Dataset entries
------
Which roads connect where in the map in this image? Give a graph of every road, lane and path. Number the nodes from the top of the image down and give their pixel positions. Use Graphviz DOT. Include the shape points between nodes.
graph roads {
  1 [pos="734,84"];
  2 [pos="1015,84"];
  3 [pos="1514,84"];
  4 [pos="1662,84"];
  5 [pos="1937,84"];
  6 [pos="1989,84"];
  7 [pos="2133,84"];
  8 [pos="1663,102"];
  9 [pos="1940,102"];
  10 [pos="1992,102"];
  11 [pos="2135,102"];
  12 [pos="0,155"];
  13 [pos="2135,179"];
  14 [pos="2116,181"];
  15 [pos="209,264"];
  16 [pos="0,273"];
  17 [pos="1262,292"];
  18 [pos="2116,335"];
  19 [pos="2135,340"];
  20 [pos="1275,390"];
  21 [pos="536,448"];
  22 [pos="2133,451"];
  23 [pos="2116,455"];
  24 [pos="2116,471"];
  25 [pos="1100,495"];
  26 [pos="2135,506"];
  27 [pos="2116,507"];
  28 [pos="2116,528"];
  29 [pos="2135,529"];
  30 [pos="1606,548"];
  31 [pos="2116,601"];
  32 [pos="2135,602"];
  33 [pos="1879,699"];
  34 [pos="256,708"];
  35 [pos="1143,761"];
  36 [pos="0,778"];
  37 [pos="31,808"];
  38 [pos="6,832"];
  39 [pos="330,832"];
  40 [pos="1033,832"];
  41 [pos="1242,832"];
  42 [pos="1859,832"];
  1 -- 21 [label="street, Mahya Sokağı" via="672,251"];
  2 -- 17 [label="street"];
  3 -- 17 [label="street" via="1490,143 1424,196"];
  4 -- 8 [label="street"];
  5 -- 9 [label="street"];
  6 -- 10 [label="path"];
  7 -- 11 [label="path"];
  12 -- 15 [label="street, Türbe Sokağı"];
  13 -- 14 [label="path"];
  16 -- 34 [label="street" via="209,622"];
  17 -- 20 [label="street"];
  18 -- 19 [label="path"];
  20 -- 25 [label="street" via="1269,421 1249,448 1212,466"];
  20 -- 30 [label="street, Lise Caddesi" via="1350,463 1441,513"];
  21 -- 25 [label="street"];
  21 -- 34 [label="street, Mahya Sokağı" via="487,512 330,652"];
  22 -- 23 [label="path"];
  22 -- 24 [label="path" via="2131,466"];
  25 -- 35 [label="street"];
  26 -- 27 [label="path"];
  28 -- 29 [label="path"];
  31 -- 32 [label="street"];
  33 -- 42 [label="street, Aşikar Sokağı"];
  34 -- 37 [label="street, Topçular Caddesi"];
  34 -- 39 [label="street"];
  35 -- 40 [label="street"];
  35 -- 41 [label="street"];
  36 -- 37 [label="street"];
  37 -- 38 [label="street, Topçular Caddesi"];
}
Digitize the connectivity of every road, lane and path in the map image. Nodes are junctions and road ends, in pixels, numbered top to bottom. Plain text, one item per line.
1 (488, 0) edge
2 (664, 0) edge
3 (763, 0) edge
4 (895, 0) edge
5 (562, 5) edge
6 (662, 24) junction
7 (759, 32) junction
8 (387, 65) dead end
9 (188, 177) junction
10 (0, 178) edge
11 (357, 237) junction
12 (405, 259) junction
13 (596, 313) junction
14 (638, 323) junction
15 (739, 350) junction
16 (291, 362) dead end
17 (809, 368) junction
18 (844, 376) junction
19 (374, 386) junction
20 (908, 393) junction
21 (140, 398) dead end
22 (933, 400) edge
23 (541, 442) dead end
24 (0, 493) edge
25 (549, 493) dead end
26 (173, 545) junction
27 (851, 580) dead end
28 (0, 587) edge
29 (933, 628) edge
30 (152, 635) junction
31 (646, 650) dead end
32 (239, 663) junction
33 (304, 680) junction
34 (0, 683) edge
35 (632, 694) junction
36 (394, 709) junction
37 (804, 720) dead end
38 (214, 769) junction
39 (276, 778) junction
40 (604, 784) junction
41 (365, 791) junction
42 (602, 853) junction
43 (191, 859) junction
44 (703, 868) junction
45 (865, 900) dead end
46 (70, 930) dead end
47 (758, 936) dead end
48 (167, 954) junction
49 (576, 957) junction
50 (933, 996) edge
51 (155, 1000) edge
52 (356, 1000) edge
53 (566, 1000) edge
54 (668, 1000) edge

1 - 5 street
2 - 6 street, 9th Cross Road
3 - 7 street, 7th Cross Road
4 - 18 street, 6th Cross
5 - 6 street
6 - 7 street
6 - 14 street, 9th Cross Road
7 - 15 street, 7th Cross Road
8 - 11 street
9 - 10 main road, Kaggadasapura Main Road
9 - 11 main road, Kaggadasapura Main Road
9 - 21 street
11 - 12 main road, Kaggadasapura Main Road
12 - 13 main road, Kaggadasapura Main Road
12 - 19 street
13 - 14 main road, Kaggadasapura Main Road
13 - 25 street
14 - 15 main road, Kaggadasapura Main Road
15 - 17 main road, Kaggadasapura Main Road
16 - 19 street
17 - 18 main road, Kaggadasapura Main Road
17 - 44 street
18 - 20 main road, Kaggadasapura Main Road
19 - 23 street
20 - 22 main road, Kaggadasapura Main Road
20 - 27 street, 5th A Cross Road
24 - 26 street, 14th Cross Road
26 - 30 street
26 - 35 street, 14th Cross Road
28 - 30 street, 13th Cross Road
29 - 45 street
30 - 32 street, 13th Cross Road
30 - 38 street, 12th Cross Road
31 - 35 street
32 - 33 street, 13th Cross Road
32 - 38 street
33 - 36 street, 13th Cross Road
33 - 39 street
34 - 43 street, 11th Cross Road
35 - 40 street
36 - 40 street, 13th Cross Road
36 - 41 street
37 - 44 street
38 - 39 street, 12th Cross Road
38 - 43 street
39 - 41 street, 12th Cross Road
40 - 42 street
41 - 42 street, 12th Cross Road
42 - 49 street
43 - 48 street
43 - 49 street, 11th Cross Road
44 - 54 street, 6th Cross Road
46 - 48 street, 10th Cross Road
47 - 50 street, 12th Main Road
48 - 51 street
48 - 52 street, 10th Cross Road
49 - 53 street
------
■ PROBLEM TO WORK ON ■
Lines holding "graph" in the data above: copy each of them.

■ ANSWER TO THIS TASK ■
Which roads connect where in the map in this image? Give a graph of every road, lane and path. Number the nodes from the top of the image down and give their pixel positions. Use Graphviz DOT. Include the shape points between nodes.
graph roads {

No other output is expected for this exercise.